## TASK OBJECTIVE
The line containing "middle tip: (399, 251)" marks where to begin; quote it and every line after it through the end of the data, exactly as written.
::::
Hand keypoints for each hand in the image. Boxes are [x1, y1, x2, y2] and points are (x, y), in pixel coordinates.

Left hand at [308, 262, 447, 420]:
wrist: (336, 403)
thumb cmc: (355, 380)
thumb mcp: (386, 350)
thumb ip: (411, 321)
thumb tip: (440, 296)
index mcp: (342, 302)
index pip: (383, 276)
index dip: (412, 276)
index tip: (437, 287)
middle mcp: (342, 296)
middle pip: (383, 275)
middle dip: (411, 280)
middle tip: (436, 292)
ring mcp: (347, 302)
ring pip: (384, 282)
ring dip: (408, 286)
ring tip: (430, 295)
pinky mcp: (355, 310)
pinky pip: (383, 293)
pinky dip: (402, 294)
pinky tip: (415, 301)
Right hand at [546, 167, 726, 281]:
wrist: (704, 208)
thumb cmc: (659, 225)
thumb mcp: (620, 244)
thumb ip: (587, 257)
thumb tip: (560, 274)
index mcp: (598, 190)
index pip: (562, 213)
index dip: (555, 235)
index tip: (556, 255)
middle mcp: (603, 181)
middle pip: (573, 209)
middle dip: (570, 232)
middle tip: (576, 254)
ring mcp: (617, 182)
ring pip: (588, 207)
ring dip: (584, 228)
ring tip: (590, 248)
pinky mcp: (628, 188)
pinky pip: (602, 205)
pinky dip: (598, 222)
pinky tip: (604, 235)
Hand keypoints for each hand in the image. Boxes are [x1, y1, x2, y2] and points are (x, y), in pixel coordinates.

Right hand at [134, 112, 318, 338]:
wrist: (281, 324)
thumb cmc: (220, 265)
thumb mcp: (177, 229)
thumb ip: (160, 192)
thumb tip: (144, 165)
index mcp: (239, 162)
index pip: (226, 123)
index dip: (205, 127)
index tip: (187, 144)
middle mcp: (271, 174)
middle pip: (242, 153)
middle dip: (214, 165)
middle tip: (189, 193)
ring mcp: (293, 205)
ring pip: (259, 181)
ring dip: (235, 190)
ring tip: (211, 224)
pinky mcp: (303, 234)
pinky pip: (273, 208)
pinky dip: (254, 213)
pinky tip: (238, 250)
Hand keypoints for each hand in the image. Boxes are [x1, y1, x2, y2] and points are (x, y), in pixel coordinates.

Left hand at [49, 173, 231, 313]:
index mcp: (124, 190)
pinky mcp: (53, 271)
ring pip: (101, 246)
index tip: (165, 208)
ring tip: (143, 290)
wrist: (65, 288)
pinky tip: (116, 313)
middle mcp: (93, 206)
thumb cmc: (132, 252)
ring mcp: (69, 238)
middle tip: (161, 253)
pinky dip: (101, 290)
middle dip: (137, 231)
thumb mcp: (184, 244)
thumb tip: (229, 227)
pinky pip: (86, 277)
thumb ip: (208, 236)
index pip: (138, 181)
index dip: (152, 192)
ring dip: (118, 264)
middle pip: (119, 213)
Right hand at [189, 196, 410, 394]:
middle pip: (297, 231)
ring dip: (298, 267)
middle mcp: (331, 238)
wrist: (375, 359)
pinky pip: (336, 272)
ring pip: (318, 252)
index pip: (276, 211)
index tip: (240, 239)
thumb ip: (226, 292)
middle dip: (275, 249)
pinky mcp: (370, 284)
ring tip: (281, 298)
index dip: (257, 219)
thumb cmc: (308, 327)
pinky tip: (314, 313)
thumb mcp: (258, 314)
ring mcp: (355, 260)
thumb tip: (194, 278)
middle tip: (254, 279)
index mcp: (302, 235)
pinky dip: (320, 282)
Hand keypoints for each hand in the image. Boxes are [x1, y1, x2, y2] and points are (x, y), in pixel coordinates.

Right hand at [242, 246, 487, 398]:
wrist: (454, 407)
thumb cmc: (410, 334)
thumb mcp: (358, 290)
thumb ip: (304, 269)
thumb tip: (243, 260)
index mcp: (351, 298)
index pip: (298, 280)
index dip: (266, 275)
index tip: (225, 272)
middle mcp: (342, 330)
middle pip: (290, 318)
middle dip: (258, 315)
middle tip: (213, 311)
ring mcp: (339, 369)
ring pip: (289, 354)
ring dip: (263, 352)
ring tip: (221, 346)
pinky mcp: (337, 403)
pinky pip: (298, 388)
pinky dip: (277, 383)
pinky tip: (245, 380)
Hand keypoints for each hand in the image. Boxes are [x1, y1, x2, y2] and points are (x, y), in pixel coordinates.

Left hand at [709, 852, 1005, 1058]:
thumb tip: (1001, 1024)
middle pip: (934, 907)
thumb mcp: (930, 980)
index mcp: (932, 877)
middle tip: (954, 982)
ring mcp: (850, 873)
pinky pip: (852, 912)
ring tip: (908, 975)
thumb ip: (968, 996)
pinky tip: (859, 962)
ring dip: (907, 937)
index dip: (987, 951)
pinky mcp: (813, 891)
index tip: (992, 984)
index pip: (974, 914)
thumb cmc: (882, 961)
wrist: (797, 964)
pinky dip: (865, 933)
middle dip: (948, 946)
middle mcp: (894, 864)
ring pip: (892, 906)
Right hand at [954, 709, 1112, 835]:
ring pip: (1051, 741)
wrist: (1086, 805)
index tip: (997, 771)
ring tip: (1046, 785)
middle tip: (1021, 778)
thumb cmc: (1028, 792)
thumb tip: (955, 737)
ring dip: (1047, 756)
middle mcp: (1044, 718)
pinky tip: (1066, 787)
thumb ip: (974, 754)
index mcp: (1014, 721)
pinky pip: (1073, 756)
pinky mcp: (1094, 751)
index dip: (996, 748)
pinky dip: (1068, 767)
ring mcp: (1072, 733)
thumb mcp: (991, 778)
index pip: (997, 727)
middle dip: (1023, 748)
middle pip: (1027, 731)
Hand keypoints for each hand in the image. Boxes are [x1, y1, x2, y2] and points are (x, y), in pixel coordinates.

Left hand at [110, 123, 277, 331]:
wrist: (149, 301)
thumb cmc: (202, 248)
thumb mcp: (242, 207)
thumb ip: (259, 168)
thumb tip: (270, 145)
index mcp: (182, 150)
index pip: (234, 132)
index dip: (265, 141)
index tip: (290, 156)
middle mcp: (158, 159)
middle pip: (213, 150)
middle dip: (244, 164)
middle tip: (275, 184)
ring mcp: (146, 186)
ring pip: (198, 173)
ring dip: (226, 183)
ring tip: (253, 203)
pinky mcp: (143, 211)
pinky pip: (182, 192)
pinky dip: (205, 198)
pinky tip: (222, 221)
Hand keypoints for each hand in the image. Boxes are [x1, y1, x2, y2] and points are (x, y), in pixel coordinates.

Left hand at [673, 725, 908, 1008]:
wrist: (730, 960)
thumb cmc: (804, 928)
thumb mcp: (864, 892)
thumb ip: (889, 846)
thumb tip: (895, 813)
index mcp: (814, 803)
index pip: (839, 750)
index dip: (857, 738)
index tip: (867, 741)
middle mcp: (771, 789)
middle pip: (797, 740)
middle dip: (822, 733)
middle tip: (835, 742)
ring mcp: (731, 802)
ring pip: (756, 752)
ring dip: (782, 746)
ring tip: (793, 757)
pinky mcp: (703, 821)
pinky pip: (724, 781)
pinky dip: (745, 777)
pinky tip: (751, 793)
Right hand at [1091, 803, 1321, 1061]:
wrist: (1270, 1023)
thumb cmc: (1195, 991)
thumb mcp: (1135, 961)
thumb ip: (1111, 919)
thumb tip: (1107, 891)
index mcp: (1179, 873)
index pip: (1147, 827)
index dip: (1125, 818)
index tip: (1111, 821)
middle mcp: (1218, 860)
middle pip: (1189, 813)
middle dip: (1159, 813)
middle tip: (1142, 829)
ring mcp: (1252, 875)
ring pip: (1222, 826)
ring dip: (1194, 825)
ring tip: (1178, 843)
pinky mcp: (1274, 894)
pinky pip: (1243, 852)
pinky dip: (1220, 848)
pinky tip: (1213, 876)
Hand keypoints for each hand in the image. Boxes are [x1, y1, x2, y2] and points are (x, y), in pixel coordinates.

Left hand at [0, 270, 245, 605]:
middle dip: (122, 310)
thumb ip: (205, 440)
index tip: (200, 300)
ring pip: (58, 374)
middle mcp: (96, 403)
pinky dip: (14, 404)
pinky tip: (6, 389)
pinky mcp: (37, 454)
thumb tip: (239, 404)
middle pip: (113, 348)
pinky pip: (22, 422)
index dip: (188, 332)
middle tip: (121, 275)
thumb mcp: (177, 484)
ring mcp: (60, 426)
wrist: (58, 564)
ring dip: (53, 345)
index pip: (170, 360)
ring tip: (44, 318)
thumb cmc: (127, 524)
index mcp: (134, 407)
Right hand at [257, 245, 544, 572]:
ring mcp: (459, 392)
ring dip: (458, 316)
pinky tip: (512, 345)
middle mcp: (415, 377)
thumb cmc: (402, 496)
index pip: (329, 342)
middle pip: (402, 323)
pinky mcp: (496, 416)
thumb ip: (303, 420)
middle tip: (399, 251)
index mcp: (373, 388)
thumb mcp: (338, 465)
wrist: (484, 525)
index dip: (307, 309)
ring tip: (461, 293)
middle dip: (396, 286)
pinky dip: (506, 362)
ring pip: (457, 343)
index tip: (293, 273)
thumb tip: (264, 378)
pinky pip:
::::
## REPLY
middle tip: (399, 251)
index mcp: (373, 388)
thumb mcp: (338, 465)
wrist: (484, 525)
index dip: (307, 309)
ring tip: (461, 293)
middle dip: (396, 286)
pinky dip: (506, 362)
ring pip: (457, 343)
index tip: (293, 273)
thumb tip: (264, 378)
pinky pip:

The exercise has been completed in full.